#### [TASK GOAL]
With the string "Number" as the filter, copy each matching line from the records.

[Opening INFORMATION SUPPLIED section]

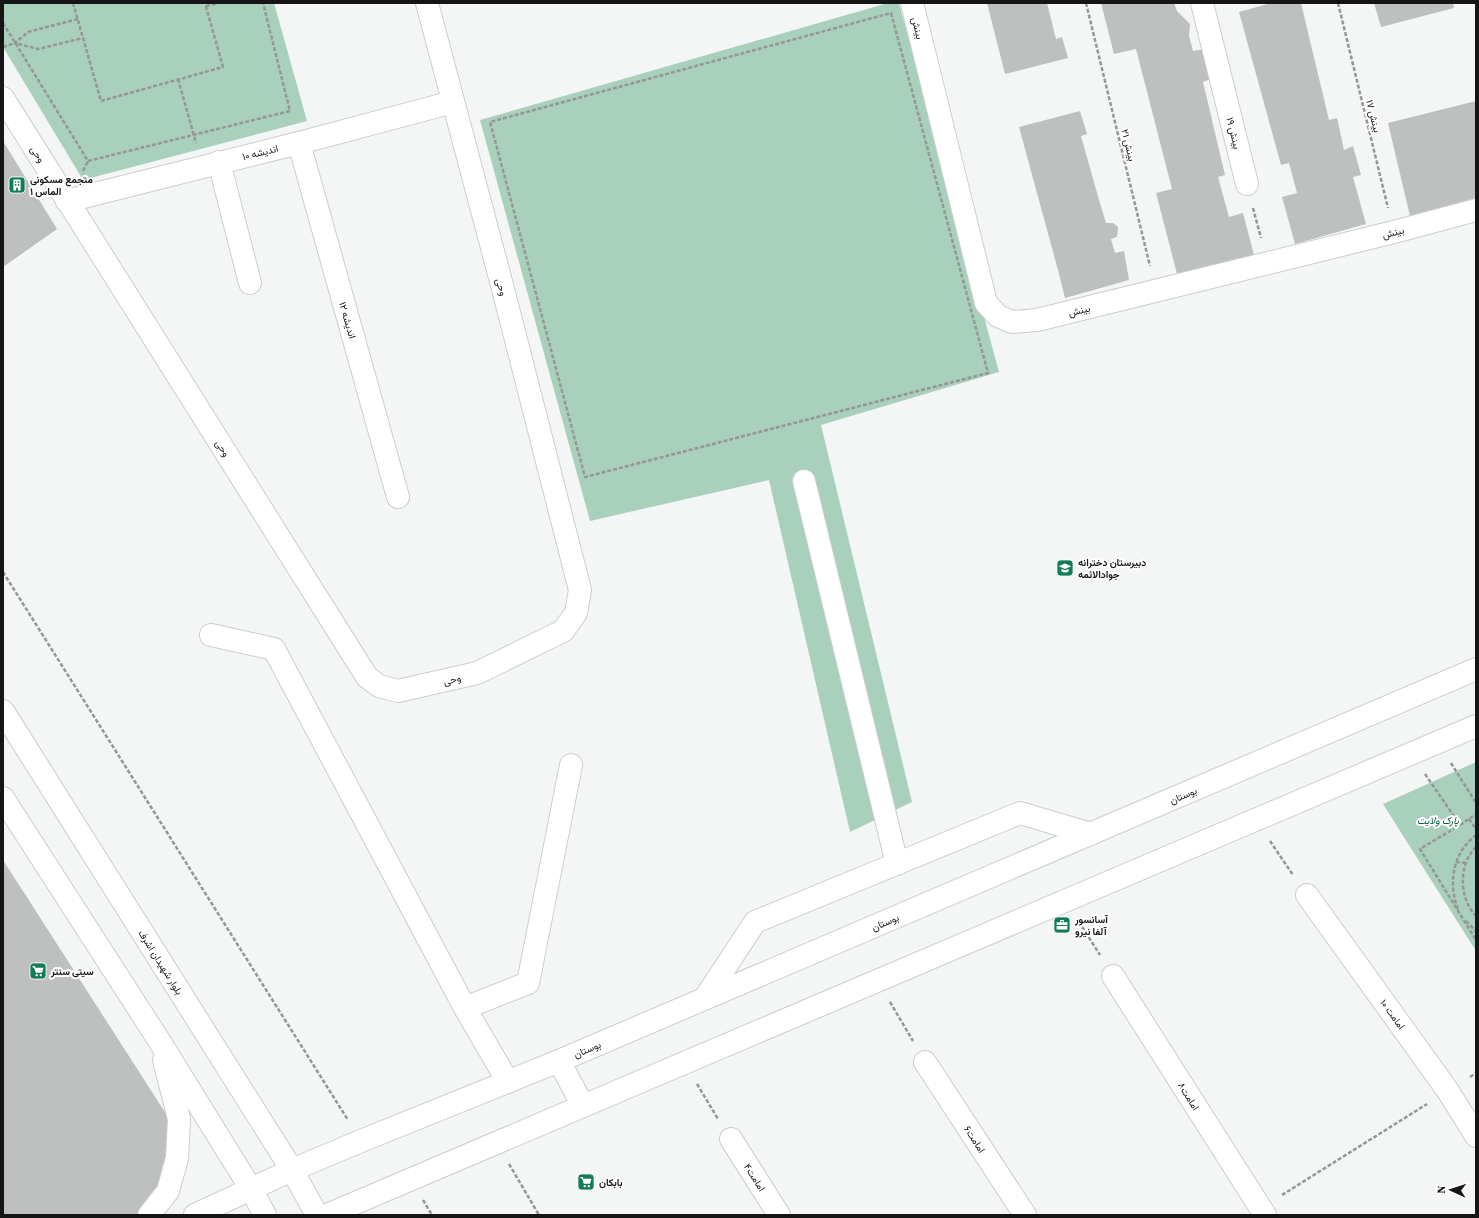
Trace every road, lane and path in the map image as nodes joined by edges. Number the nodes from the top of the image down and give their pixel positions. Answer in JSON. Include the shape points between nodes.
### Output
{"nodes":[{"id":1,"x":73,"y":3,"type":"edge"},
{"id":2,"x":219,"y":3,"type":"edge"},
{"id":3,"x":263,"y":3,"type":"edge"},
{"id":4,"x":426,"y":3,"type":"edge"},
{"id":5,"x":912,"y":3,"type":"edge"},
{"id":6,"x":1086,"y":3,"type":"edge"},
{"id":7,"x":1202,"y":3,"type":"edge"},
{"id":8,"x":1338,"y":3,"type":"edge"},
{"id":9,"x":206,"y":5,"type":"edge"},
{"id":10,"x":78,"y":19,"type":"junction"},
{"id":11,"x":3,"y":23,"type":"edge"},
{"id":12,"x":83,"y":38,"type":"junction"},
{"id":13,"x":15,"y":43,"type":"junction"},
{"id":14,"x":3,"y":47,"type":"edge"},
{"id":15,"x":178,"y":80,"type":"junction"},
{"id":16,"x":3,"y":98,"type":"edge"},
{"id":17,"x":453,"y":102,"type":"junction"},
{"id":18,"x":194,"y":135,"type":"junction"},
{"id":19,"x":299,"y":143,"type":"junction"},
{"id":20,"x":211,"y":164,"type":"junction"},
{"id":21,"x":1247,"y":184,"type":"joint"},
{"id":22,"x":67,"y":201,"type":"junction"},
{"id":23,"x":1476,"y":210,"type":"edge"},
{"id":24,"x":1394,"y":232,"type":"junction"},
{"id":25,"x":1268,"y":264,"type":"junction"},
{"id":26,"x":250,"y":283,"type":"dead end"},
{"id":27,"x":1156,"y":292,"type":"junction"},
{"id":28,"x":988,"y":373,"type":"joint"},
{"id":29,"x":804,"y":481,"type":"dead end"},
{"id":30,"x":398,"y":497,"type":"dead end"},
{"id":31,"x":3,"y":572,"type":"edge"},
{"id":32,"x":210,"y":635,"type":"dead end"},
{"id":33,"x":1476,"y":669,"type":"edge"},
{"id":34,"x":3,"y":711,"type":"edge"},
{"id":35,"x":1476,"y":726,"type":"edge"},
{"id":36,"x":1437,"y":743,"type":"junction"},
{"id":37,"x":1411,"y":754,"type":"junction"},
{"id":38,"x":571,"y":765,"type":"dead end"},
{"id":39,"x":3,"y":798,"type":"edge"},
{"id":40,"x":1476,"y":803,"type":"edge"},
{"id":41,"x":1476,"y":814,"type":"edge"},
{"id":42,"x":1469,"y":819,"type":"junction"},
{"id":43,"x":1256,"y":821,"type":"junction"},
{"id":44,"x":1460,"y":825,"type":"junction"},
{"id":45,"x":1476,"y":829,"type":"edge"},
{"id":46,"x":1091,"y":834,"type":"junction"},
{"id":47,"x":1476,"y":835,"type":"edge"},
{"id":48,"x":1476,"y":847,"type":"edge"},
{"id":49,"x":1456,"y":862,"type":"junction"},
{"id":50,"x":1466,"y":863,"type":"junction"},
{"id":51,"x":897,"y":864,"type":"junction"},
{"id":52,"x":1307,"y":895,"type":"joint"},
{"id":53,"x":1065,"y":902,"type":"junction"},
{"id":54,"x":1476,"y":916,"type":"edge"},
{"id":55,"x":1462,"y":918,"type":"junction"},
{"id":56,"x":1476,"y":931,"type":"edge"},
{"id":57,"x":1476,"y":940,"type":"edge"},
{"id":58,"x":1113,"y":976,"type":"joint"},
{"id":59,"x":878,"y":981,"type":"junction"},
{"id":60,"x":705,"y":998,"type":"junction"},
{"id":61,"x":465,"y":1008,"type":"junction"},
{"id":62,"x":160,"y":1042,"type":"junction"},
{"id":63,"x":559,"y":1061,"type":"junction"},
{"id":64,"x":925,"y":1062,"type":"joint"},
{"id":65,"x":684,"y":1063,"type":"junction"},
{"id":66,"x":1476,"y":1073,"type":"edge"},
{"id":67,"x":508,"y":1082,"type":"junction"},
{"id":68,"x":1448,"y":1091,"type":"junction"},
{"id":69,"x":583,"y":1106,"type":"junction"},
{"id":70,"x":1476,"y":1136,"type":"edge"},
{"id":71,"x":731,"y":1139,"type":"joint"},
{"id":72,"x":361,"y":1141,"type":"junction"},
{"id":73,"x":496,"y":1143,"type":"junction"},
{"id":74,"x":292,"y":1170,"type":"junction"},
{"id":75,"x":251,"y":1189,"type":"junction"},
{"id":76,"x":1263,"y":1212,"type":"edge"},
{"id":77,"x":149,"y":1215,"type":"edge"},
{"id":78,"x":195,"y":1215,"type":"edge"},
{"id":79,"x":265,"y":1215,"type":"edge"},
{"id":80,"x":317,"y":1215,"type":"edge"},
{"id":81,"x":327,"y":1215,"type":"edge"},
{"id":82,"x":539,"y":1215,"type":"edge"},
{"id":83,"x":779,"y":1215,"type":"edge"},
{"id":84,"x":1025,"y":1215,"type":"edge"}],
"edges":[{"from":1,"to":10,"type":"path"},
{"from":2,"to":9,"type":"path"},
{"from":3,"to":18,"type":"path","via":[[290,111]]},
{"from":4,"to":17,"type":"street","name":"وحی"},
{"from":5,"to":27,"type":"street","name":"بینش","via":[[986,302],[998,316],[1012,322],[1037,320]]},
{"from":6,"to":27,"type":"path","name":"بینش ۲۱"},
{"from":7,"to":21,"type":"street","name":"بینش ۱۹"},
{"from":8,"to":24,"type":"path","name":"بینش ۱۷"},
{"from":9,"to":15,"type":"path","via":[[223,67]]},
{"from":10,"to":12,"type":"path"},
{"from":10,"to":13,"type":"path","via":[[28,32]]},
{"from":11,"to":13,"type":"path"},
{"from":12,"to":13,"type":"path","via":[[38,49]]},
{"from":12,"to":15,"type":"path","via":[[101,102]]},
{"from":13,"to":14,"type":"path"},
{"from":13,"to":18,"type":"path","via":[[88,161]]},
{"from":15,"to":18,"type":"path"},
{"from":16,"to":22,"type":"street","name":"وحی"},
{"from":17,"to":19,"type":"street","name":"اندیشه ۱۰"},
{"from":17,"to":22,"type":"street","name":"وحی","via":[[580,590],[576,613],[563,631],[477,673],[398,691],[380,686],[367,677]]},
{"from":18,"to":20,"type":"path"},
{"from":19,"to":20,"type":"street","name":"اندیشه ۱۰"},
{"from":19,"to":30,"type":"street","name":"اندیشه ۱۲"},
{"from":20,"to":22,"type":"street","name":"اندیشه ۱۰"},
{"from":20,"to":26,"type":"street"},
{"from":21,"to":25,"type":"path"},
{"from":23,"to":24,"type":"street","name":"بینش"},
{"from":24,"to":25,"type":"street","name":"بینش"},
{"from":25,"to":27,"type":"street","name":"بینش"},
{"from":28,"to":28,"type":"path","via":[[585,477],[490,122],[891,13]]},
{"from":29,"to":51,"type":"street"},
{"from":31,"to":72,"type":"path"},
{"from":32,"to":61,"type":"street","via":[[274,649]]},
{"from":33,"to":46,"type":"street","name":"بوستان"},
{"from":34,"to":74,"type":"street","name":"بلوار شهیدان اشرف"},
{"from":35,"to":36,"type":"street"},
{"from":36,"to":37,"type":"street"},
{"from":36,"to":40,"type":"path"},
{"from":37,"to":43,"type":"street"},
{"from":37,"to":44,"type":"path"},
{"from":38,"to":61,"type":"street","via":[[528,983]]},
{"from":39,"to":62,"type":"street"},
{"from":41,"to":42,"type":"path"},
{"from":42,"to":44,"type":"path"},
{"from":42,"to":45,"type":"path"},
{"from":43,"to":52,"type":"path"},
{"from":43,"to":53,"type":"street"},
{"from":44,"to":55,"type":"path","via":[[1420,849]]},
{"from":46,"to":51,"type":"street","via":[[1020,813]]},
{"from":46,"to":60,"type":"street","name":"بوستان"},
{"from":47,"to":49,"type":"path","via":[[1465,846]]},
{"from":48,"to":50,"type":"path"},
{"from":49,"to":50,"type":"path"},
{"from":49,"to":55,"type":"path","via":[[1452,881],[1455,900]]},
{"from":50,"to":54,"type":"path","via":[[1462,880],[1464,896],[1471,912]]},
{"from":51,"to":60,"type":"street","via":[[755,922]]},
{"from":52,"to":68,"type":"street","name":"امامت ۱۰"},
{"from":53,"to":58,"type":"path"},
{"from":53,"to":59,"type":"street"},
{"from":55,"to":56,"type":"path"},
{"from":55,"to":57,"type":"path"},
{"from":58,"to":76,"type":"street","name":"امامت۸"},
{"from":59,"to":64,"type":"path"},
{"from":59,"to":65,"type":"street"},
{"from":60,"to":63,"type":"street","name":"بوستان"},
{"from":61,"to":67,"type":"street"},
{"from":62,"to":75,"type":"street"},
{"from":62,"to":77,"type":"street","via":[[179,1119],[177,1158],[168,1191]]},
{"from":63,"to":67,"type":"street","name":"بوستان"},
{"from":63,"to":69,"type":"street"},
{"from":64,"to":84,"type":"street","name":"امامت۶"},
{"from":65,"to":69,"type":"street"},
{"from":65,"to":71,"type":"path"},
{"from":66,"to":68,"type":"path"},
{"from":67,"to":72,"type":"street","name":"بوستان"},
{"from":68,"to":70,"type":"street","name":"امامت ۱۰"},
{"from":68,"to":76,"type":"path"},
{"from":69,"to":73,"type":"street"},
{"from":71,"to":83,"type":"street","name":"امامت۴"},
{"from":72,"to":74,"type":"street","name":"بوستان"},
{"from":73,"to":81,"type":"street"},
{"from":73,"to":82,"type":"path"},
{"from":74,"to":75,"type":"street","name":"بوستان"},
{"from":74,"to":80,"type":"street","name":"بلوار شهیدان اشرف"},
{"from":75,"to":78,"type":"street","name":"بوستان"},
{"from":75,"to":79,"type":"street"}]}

[Closing INFORMATION SUPPLIED section]
[Opening INFORMATION SUPPLIED section]

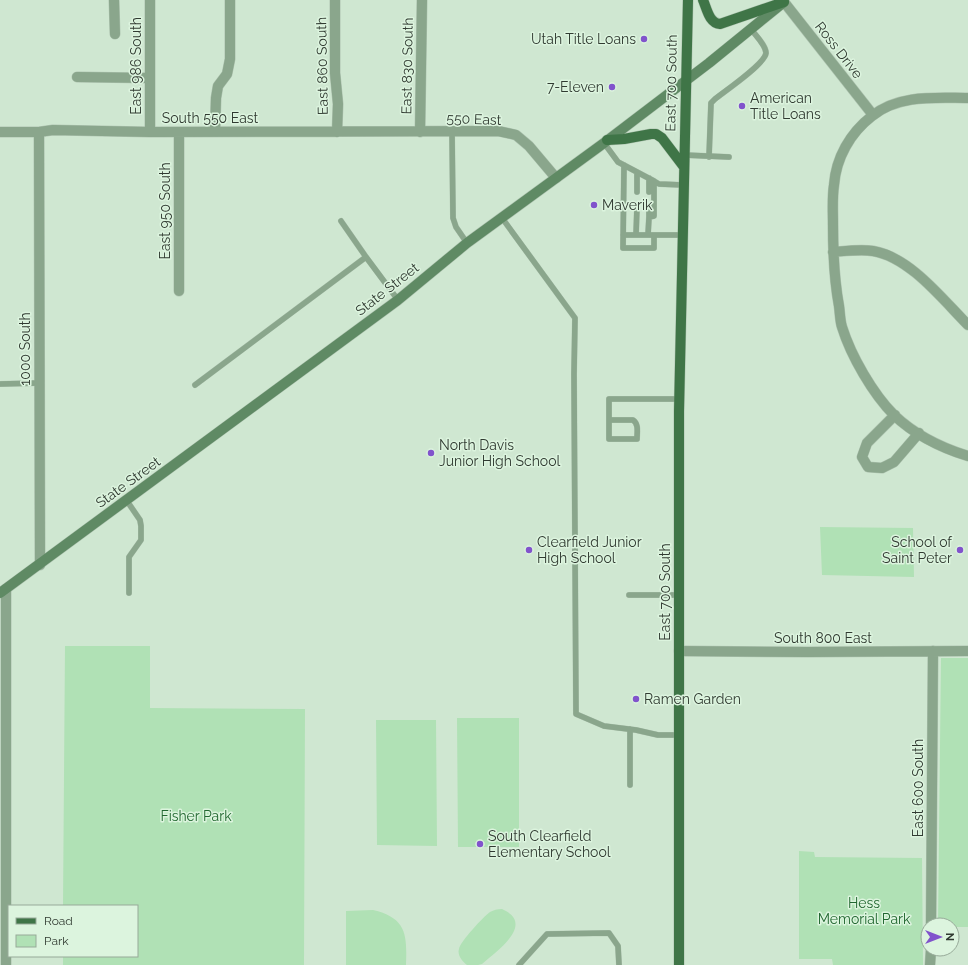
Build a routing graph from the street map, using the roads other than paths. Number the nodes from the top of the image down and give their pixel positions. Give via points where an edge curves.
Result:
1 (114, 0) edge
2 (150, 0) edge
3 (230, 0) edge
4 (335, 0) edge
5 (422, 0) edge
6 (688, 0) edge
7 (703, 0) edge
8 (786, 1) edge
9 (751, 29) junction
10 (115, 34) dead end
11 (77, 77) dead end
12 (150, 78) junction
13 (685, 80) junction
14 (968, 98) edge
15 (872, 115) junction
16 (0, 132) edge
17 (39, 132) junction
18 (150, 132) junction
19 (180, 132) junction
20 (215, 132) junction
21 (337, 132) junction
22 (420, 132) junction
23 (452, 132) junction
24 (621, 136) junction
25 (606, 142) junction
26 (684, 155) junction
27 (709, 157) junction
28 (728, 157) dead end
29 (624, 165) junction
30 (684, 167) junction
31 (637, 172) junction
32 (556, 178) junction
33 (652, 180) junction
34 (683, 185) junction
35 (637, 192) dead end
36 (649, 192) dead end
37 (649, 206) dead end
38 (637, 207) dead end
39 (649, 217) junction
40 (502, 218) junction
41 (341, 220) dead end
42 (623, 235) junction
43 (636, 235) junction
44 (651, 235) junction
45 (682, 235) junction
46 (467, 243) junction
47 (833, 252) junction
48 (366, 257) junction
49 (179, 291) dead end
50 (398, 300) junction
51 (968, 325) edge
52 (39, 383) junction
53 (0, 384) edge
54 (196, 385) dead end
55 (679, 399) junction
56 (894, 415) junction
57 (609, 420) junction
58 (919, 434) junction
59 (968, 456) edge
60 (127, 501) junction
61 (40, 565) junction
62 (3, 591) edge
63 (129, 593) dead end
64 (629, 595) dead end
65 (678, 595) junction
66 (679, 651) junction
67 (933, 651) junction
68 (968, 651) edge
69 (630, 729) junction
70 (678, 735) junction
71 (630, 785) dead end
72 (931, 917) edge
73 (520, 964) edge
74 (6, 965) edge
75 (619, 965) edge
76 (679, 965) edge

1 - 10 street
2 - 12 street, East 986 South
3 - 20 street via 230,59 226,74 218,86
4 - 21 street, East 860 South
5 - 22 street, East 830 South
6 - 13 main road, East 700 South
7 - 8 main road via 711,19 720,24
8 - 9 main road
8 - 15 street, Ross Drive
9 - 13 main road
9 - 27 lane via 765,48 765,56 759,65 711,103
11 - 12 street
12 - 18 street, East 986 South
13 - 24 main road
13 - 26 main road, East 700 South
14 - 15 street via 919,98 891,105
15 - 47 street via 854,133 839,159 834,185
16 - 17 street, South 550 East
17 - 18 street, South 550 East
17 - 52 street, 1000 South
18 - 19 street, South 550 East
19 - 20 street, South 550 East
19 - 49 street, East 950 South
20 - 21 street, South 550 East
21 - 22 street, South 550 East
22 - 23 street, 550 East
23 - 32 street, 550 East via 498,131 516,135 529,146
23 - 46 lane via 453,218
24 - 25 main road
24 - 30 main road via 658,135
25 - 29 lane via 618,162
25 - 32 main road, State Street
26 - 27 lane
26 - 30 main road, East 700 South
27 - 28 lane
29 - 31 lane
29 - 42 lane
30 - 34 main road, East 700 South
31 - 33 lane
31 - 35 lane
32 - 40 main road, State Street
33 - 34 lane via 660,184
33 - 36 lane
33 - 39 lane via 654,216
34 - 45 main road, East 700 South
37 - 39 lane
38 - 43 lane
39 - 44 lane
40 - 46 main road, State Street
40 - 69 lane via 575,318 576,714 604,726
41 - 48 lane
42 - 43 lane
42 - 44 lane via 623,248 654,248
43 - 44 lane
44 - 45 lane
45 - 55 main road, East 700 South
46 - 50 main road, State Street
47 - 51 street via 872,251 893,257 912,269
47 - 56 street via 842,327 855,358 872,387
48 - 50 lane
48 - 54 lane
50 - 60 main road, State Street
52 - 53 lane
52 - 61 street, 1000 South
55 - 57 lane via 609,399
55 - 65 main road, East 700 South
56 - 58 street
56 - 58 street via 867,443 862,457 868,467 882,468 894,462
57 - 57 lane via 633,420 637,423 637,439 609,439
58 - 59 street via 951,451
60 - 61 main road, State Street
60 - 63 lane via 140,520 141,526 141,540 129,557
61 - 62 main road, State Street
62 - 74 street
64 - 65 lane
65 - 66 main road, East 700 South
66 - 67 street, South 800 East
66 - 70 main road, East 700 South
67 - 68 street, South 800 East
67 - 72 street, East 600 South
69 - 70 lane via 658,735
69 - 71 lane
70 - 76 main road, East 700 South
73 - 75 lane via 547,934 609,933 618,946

[Closing INFORMATION SUPPLIED section]
[Opening INFORMATION SUPPLIED section]

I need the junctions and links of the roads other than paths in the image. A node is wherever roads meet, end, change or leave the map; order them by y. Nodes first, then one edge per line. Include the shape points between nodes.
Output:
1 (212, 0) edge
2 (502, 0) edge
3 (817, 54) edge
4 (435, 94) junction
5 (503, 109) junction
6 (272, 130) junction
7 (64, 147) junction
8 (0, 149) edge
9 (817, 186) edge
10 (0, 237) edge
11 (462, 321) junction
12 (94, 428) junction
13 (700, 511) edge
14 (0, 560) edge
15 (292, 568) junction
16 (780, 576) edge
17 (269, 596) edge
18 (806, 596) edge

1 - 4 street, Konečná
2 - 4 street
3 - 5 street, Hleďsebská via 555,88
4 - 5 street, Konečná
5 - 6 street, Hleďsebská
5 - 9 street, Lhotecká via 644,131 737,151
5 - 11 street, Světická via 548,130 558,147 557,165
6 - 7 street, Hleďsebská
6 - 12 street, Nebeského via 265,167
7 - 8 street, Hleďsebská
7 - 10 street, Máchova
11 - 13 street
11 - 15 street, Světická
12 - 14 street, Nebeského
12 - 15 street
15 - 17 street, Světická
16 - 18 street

[Closing INFORMATION SUPPLIED section]

#### [FINISHED EXERCISE]
Trace every road, lane and path in the map image as nodes joined by edges. Number the nodes from the top of the image down and give their pixel positions. Answer in JSON. Include the shape points between nodes.
Build a routing graph from the street map, using the roads other than paths. Number the nodes from the top of the image down and give their pixel positions. Give via points where an edge curves.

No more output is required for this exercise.